Stop after the line containing "I need the junctions"; retype every line of the data before it exactly, starting from the first.
(Material to process)
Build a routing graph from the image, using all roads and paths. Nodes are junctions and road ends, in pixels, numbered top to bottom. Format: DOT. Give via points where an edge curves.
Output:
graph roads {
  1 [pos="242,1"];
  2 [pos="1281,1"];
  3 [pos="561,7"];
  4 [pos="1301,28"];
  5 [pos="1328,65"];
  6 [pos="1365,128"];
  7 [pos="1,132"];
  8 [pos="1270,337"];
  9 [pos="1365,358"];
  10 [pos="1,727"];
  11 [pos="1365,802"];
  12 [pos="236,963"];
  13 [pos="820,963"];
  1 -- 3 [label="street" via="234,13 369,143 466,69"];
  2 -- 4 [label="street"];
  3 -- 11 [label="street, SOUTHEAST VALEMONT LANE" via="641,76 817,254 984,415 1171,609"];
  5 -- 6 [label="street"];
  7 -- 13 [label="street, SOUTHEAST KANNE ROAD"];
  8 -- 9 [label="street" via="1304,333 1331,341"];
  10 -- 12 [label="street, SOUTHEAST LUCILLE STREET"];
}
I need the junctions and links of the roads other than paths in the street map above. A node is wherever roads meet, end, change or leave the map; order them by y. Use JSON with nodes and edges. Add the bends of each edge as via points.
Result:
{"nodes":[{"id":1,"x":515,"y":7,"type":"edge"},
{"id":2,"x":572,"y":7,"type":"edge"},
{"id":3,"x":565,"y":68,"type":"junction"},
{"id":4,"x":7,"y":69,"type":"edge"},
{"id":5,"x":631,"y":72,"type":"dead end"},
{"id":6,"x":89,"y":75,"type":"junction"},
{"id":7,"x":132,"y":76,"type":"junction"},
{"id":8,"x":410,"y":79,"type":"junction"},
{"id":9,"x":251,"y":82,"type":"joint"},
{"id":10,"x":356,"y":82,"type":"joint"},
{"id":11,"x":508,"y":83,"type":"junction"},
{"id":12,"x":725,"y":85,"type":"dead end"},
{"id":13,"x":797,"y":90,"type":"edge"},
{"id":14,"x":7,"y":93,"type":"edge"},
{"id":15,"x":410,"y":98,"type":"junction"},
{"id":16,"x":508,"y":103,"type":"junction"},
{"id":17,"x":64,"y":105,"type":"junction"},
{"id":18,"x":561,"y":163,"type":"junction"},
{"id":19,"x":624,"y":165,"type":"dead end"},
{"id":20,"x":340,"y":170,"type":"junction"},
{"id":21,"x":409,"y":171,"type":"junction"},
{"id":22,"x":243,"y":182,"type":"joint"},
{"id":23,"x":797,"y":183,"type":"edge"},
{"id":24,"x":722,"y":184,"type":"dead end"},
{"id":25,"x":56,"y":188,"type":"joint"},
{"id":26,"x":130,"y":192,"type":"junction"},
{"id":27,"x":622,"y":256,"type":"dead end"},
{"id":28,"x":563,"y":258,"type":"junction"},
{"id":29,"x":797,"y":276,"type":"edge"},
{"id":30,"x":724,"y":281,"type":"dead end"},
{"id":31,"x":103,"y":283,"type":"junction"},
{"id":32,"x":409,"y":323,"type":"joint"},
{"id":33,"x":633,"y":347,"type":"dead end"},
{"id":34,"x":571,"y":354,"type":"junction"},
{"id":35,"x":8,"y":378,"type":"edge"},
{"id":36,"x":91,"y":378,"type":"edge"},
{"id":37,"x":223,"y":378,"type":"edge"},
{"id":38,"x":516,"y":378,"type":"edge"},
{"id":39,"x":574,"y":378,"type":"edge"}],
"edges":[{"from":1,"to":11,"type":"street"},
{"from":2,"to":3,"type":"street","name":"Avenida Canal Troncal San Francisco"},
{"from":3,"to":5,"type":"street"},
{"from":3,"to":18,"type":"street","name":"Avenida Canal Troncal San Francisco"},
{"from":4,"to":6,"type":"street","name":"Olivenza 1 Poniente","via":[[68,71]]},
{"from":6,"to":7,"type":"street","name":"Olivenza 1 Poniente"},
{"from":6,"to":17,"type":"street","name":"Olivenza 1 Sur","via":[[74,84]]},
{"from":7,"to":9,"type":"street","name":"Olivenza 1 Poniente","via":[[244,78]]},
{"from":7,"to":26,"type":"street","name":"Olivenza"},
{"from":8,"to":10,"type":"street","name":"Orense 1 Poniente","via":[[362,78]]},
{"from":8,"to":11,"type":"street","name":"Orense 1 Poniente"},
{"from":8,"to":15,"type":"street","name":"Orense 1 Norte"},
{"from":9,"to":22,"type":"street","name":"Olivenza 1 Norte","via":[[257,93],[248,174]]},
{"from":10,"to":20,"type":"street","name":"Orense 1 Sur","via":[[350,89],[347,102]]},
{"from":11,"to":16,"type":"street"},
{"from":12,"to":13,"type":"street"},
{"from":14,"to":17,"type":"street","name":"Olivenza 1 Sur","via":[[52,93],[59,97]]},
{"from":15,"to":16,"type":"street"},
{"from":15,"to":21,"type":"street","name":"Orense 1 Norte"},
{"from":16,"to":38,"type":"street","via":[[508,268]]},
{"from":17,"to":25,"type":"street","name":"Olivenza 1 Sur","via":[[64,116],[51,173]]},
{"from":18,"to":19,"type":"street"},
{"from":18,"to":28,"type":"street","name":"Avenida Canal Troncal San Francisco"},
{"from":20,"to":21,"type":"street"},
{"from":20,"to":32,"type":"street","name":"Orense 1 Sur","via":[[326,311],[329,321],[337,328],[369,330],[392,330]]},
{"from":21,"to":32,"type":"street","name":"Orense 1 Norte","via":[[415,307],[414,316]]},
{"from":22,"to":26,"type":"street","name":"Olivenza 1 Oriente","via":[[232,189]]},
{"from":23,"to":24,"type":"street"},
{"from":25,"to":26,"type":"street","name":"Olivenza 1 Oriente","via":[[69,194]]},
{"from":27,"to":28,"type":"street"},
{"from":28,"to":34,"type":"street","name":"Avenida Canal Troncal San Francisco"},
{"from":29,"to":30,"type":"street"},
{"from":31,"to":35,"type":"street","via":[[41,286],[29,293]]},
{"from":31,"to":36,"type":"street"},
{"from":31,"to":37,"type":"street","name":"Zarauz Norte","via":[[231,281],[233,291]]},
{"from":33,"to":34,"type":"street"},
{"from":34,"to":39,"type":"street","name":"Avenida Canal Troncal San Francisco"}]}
(End Material to process)
[Problem solution]
Build a routing graph from the image, using all roads and paths. Nodes are junctions and road ends, in pixels, numbered top to bottom. Format: DOT. Give via points where an edge curves.
Output:
graph roads {
  1 [pos="242,1"];
  2 [pos="1281,1"];
  3 [pos="561,7"];
  4 [pos="1301,28"];
  5 [pos="1328,65"];
  6 [pos="1365,128"];
  7 [pos="1,132"];
  8 [pos="1270,337"];
  9 [pos="1365,358"];
  10 [pos="1,727"];
  11 [pos="1365,802"];
  12 [pos="236,963"];
  13 [pos="820,963"];
  1 -- 3 [label="street" via="234,13 369,143 466,69"];
  2 -- 4 [label="street"];
  3 -- 11 [label="street, SOUTHEAST VALEMONT LANE" via="641,76 817,254 984,415 1171,609"];
  5 -- 6 [label="street"];
  7 -- 13 [label="street, SOUTHEAST KANNE ROAD"];
  8 -- 9 [label="street" via="1304,333 1331,341"];
  10 -- 12 [label="street, SOUTHEAST LUCILLE STREET"];
}
I need the junctions and links of the roads other than paths in the street map above. A node is wherever roads meet, end, change or leave the map; order them by y. Use JSON with nodes and edges. Add the bends of each edge as via points.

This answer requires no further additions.